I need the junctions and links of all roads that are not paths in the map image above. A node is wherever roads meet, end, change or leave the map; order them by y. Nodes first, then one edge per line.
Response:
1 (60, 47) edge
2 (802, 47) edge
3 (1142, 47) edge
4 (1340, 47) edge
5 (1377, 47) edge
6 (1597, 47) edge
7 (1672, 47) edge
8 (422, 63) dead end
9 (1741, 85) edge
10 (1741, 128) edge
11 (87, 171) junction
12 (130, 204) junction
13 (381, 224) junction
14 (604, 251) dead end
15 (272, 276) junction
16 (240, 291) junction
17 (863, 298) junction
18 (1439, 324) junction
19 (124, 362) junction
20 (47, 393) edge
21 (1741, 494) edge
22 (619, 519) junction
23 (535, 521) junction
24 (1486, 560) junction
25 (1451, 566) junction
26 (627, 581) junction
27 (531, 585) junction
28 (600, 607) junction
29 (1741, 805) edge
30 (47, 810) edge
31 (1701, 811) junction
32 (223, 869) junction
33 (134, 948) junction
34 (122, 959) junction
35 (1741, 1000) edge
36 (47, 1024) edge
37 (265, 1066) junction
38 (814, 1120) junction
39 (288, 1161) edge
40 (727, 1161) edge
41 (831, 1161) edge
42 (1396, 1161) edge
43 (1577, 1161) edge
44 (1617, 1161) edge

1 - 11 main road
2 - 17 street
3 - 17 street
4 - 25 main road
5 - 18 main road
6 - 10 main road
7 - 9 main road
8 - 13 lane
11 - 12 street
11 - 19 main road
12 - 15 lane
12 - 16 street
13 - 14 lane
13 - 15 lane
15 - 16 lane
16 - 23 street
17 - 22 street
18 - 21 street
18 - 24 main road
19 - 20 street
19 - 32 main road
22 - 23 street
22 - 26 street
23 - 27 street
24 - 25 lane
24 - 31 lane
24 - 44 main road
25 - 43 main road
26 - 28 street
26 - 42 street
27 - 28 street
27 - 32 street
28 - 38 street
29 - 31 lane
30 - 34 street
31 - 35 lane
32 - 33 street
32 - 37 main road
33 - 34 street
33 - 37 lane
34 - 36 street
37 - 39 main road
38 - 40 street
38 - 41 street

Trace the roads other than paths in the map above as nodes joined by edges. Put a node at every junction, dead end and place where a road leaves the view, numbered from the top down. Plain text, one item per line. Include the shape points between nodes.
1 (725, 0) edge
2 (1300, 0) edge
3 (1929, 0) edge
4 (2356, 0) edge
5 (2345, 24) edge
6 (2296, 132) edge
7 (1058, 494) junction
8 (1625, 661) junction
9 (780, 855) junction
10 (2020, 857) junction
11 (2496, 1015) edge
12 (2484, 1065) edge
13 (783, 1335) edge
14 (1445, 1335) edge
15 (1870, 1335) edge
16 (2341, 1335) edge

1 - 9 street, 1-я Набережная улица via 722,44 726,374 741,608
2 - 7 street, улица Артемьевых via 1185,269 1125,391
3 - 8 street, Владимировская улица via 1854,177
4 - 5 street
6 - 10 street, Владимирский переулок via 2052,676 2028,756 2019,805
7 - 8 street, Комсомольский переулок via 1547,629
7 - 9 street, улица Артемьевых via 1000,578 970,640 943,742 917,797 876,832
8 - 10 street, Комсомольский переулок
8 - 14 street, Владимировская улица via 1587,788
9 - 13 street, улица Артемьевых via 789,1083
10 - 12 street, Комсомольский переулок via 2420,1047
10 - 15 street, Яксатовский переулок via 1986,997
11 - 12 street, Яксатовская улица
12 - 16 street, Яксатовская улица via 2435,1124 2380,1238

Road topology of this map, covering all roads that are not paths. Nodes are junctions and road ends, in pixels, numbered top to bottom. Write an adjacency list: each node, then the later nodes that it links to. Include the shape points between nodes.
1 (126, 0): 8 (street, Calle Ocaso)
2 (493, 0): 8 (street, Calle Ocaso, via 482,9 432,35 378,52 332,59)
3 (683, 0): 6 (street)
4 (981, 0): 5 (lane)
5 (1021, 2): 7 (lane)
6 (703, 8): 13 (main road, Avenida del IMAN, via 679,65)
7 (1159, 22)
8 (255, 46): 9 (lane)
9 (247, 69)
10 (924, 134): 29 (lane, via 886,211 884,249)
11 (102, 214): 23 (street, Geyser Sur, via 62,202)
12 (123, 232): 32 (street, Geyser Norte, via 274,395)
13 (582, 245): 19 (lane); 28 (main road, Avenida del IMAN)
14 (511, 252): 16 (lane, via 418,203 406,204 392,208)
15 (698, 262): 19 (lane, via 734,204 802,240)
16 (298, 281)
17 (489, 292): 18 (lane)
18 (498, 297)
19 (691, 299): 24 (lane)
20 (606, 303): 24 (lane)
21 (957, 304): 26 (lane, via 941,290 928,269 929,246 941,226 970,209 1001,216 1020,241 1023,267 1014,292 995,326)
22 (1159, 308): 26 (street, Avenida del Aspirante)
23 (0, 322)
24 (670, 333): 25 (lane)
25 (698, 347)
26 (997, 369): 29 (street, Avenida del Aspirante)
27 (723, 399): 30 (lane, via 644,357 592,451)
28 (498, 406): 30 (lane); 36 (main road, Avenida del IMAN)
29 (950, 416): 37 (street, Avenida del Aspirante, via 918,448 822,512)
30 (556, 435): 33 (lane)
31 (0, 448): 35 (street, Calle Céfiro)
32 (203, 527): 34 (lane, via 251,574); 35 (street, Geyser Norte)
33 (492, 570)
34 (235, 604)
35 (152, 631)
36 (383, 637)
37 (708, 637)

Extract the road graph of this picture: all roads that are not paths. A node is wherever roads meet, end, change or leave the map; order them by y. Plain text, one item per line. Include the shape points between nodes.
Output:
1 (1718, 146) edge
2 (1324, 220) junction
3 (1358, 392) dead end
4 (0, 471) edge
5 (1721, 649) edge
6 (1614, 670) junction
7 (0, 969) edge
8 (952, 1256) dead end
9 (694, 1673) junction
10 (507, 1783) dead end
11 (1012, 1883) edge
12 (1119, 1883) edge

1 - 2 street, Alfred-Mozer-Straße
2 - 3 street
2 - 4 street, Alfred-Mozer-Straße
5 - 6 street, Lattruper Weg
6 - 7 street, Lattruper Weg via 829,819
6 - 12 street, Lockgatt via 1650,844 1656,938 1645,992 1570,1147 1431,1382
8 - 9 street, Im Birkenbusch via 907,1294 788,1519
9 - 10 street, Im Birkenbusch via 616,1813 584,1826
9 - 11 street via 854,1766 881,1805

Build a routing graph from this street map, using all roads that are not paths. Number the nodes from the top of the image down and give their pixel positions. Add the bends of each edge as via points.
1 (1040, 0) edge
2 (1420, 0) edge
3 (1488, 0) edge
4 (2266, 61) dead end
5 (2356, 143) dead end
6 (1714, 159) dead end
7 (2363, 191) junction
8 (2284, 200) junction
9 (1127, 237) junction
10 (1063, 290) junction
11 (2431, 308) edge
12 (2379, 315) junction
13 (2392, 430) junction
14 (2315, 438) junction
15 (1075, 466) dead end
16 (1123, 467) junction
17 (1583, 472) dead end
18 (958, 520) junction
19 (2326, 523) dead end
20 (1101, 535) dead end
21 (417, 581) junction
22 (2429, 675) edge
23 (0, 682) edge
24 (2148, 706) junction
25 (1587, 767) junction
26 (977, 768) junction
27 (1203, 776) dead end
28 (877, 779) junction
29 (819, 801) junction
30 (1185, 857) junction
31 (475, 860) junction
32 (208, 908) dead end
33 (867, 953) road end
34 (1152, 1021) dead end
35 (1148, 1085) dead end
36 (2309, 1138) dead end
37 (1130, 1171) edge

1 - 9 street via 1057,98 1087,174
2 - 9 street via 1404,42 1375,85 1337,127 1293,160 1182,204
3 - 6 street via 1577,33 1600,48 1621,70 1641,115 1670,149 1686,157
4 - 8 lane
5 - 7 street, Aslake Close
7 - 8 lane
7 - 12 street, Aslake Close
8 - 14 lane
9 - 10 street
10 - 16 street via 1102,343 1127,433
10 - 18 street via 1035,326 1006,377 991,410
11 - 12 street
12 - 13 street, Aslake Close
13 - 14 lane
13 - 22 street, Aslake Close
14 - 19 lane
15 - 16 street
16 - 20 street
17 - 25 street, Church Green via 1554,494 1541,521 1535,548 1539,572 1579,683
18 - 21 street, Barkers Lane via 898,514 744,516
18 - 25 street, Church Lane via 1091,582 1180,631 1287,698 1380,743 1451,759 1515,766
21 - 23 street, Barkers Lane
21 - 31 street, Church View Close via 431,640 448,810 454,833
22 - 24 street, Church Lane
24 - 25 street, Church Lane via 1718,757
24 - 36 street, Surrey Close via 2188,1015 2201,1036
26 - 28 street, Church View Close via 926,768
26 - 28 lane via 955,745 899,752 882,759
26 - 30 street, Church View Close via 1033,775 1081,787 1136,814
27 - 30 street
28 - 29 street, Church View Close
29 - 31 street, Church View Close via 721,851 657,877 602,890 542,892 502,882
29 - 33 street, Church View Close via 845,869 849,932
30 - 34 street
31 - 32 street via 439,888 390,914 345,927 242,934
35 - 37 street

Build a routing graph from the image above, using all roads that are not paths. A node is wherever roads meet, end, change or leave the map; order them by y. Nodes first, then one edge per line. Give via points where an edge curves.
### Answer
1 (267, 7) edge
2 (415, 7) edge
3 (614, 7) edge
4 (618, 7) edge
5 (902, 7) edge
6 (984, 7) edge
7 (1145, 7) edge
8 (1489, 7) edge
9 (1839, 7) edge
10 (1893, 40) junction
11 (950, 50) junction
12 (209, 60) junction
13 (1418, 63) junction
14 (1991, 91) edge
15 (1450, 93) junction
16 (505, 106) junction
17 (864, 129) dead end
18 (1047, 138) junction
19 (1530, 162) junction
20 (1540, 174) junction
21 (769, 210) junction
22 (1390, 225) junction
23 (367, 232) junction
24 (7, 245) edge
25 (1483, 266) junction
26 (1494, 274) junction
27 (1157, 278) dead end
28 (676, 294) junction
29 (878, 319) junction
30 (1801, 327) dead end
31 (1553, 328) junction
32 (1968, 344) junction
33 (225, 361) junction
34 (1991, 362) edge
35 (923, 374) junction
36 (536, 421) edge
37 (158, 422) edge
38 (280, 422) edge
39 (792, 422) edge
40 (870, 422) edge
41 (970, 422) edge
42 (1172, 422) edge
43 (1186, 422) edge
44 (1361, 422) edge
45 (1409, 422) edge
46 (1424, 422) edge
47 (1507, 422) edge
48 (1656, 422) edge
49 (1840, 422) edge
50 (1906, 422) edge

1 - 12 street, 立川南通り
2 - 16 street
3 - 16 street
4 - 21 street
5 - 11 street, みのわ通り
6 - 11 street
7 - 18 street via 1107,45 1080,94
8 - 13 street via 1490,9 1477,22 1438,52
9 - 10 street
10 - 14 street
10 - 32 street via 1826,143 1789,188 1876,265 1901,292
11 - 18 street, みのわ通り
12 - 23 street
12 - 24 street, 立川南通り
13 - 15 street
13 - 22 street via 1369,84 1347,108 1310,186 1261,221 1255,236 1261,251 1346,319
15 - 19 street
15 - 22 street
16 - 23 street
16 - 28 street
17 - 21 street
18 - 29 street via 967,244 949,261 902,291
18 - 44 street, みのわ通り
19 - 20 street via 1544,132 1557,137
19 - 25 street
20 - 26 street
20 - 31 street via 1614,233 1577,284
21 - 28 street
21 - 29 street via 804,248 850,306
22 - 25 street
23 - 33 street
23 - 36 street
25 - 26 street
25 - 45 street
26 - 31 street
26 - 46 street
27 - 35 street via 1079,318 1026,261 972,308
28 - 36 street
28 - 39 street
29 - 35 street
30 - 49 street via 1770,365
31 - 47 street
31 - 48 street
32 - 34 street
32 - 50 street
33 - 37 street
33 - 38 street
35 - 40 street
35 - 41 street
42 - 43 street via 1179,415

::::::::::

__DESCRIPTION OF THE TASK__. Review the preceding data and report every line that includes the string "this".

__RESPONSE TO THE TASK__.
Road topology of this map, covering all roads that are not paths. Nodes are junctions and road ends, in pixels, numbered top to bottom. Write an adjacency list: each node, then the later nodes that it links to. Include the shape points between nodes.
Extract the road graph of this picture: all roads that are not paths. A node is wherever roads meet, end, change or leave the map; order them by y. Plain text, one item per line. Include the shape points between nodes.
Build a routing graph from this street map, using all roads that are not paths. Number the nodes from the top of the image down and give their pixel positions. Add the bends of each edge as via points.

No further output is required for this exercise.